The Supreme Court judgment

The court held that the MIR is acceptable in principle but that the Immigration Rules and Instructions unlawfully fail to emphatically take into account the section 55 duty under the BCIA 2009. The court also held that there was a need to amend the way the MIR was assessed and allow alternative income sources to be taken into account in order to ensure consistency with the ECHR duties.

The judgment declared that it was for the Secretary of State to establish the best way forward to achieve this goal.

Changes to the MIR

The Statement of Changes details the following changes to be made to the new general provisions in Appendix FM:

  1. Implement a new paragraph 21A of Appendix FM-SE, which details other permitted sources of income:
    1. Credible guarantee of sustainable financial support from a third party;
    2. Credible prospective earnings from the sustainable employment or self-employment of the applicant or their Sponsor; and
    3. Any other credible and reliable source of income or funds available to the couple.
  2. Paragraph 21A will detail particular factors which the decision-maker will consider in determining the genuineness, credibility and reliability of such other source of income, financial support or funds.
  3. Consideration to be given to the new paragraph 21A in specified circumstances:
    1. When the MIR is not otherwise met; and
    2. It is evident from the information provided that there exceptional circumstances, which could render refusal a breach of Article 8.
  4. In circumstances where the requirements cannot be met, decision-makers are to consider whether there are exceptional circumstances which would render refusal of the application a breach of Article 8.
  5. Decision-makers must have regard, as a primary consideration, to the best interests of any child affected by the decision, thereby giving obvious effect of Section 55 of BCIA 2009.
  6. Any leave granted under the new general provisions will place the applicant on a 10 year route to settlement, with scope to apply at another time to enter the 5 year route when they can meet the relevant requirements.

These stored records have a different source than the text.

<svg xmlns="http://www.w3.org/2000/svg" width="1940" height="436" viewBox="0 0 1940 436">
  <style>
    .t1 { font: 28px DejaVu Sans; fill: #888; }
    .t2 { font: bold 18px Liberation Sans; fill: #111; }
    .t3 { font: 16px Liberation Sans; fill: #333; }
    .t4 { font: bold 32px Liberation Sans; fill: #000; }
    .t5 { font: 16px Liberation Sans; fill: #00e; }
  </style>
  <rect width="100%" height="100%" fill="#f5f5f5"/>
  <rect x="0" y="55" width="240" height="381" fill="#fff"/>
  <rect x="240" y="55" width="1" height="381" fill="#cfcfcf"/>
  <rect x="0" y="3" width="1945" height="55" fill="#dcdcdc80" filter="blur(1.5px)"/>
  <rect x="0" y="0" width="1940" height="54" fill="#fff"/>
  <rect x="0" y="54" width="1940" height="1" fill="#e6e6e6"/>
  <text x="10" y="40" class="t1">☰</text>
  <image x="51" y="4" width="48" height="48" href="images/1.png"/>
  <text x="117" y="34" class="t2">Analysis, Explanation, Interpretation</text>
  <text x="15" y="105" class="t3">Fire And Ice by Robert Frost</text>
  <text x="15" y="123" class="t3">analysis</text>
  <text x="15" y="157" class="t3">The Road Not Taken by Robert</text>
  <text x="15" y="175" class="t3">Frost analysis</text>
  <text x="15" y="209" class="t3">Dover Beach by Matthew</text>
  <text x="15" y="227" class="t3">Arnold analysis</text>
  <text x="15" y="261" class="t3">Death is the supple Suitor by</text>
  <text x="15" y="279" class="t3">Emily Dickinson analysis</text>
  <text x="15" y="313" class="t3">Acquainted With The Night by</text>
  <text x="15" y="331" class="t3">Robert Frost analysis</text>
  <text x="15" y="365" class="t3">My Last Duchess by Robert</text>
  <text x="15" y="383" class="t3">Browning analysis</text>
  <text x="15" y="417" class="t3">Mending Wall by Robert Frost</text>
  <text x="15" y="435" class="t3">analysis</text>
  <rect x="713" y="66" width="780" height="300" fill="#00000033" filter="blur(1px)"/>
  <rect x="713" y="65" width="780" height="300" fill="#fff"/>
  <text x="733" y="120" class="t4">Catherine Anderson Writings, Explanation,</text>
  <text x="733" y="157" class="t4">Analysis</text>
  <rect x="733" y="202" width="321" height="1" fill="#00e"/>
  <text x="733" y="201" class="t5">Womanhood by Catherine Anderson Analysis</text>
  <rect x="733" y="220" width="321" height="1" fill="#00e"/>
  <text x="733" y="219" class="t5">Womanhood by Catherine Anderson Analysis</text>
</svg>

The Statement of Changes also made other minor technical changes to ensure that children are granted the same period of leave and subjected to the same conditions as their parent (applicant); ensuring any partner of a person in the UK with refugee leave or humanitarian protection does not qualify for settlement before their Sponsor does so and to clarify the English language requirement for further leave to remain applications.

Significance of Changes

The change is a momentous step for families applying under this visa category. This case highlighted the need to change the Immigration Rules and revise the guidance available for ECOs and caseworkers when assessing family applications. By making the ECHR and s55 of BCIA 2009 an explicit part of the Rules, a layer of protection has been added to protect applicants from suffering disproportionate decisions.

The proposed Paragraph 21A provides greater flexibility by highlighting suitable alternatives to be considered in scenarios where the MIR cannot be met, some may suggest a suitable example of a more common sense approach. This is a significant win and one that will no doubt be welcomed by many families, especially those that have been forced to live separately as a consequence of the inflexible approach to-date.